11. [ Belanghebbende] is genothebbende krachtens eigendom, bezit of beperkt recht van de woning. De woning is een vrijstaande woning met een inpandige garage. De inhoud van de woning inclusief garage is ongeveer 690 m3. De oppervlakte van het perceel is ongeveer 5.215 m2 (inclusief water). Hiervan is volgens [belanghebbende] 765 m2 en volgens [de Inspecteur] 825 m2 grond bij de woning.
12. [ Belanghebbende] bepleit een waarde van € 770.000. Daartoe wijst [belanghebbende] op een taxatierapport van [B] van taxateur [C], die de woning op 11 april 2013 naar de waardepeildatum heeft getaxeerd op € 770.000. [Belanghebbende] stelt zich op het standpunt dat de inhoud van de woning berekend moet worden zonder de inpandige garage, die circa 1/3 deel van de woning beslaat, en derhalve vastgesteld moet worden op 460 m3. Het perceel bestaat uit 765 m2 grond. Verder zijn volgens [belanghebbende] de door [de Inspecteur] gehanteerde vergelijkingsobjecten niet geschikt omdat de verschillen tussen de woning en vergelijkingsobjecten te groot zijn en mocht [de Inspecteur] geen nieuwe vergelijkingsobjecten in de beroepsfase aanvoeren. Ook is ten onrechte geen rekening gehouden met de bouwkundige gebreken, waarmee een bedrag van € 50.000 is gemoeid.
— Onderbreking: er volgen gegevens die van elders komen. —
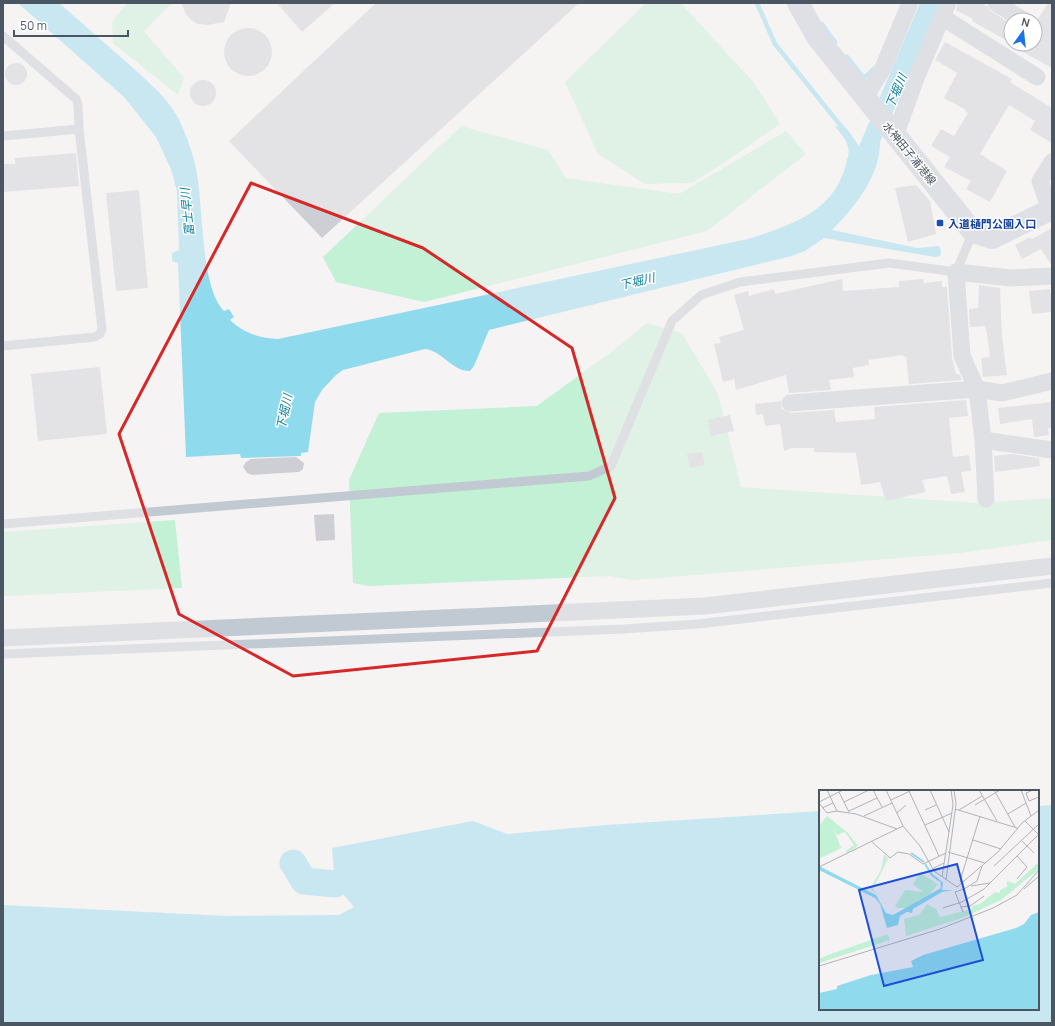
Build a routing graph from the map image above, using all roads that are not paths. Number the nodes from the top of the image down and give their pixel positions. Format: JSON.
{"nodes":[{"id":1,"x":798,"y":3,"type":"edge"},
{"id":2,"x":910,"y":3,"type":"edge"},
{"id":3,"x":996,"y":3,"type":"edge"},
{"id":4,"x":945,"y":10,"type":"edge"},
{"id":5,"x":1010,"y":12,"type":"edge"},
{"id":6,"x":3,"y":36,"type":"edge"},
{"id":7,"x":1037,"y":77,"type":"dead end"},
{"id":8,"x":869,"y":102,"type":"junction"},
{"id":9,"x":79,"y":129,"type":"junction"},
{"id":10,"x":893,"y":133,"type":"junction"},
{"id":11,"x":3,"y":136,"type":"edge"},
{"id":12,"x":1052,"y":162,"type":"edge"},
{"id":13,"x":1051,"y":209,"type":"edge"},
{"id":14,"x":973,"y":232,"type":"junction"},
{"id":15,"x":956,"y":272,"type":"junction"},
{"id":16,"x":1052,"y":276,"type":"edge"},
{"id":17,"x":3,"y":346,"type":"edge"},
{"id":18,"x":1052,"y":381,"type":"edge"},
{"id":19,"x":977,"y":389,"type":"junction"},
{"id":20,"x":790,"y":403,"type":"dead end"},
{"id":21,"x":983,"y":440,"type":"junction"},
{"id":22,"x":1052,"y":450,"type":"edge"},
{"id":23,"x":986,"y":499,"type":"dead end"},
{"id":24,"x":3,"y":524,"type":"edge"},
{"id":25,"x":1052,"y":566,"type":"edge"},
{"id":26,"x":1052,"y":583,"type":"edge"},
{"id":27,"x":3,"y":638,"type":"edge"},
{"id":28,"x":3,"y":654,"type":"edge"}],
"edges":[{"from":1,"to":8,"type":"main road","name":"水神田子浦港線"},
{"from":2,"to":8,"type":"street"},
{"from":3,"to":5,"type":"street"},
{"from":4,"to":7,"type":"street"},
{"from":4,"to":10,"type":"street"},
{"from":6,"to":9,"type":"lane"},
{"from":8,"to":10,"type":"main road","name":"水神田子浦港線"},
{"from":9,"to":11,"type":"lane"},
{"from":9,"to":17,"type":"lane"},
{"from":10,"to":14,"type":"main road","name":"水神田子浦港線"},
{"from":12,"to":13,"type":"street"},
{"from":13,"to":14,"type":"main road"},
{"from":14,"to":15,"type":"lane"},
{"from":15,"to":16,"type":"street"},
{"from":15,"to":19,"type":"street"},
{"from":15,"to":24,"type":"lane"},
{"from":18,"to":19,"type":"street"},
{"from":19,"to":20,"type":"street"},
{"from":19,"to":21,"type":"street"},
{"from":21,"to":22,"type":"street"},
{"from":21,"to":23,"type":"street"},
{"from":25,"to":27,"type":"street"},
{"from":26,"to":28,"type":"lane"}]}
Tot slot wijkt de waarde te veel af van de voor het vorige jaar vastgestelde WOZ-waarde.
13. [ De Inspecteur] stelt zich op het standpunt dat het beroep ongegrond moet worden verklaard. Ter onderbouwing van dit standpunt heeft [de Inspecteur] een taxatieverslag en een rekenblad overgelegd. Naast gegevens van de woning, bevatten het taxatieverslag en het rekenblad gegevens van een aantal vergelijkingsobjecten.
14. Ingevolge artikel 17, tweede lid, van de Wet WOZ wordt de waarde van de woning bepaald op de waarde die aan de woning dient te worden toegekend, indien de volle en onbezwaarde eigendom daarvan zou kunnen worden overgedragen en de verkrijger de zaak in de staat waarin die zich bevindt, onmiddellijk en in volle omvang in gebruik zou kunnen nemen. Deze waarde is naar de bedoeling van de wetgever ”de prijs welke door de meestbiedende koper besteed zou worden bij aanbieding ten verkoop op de voor de zaak meest geschikte wijze na de beste voorbereiding” (Kamerstukken 11 1993/94, 22 885, nr. 36, blz. 44).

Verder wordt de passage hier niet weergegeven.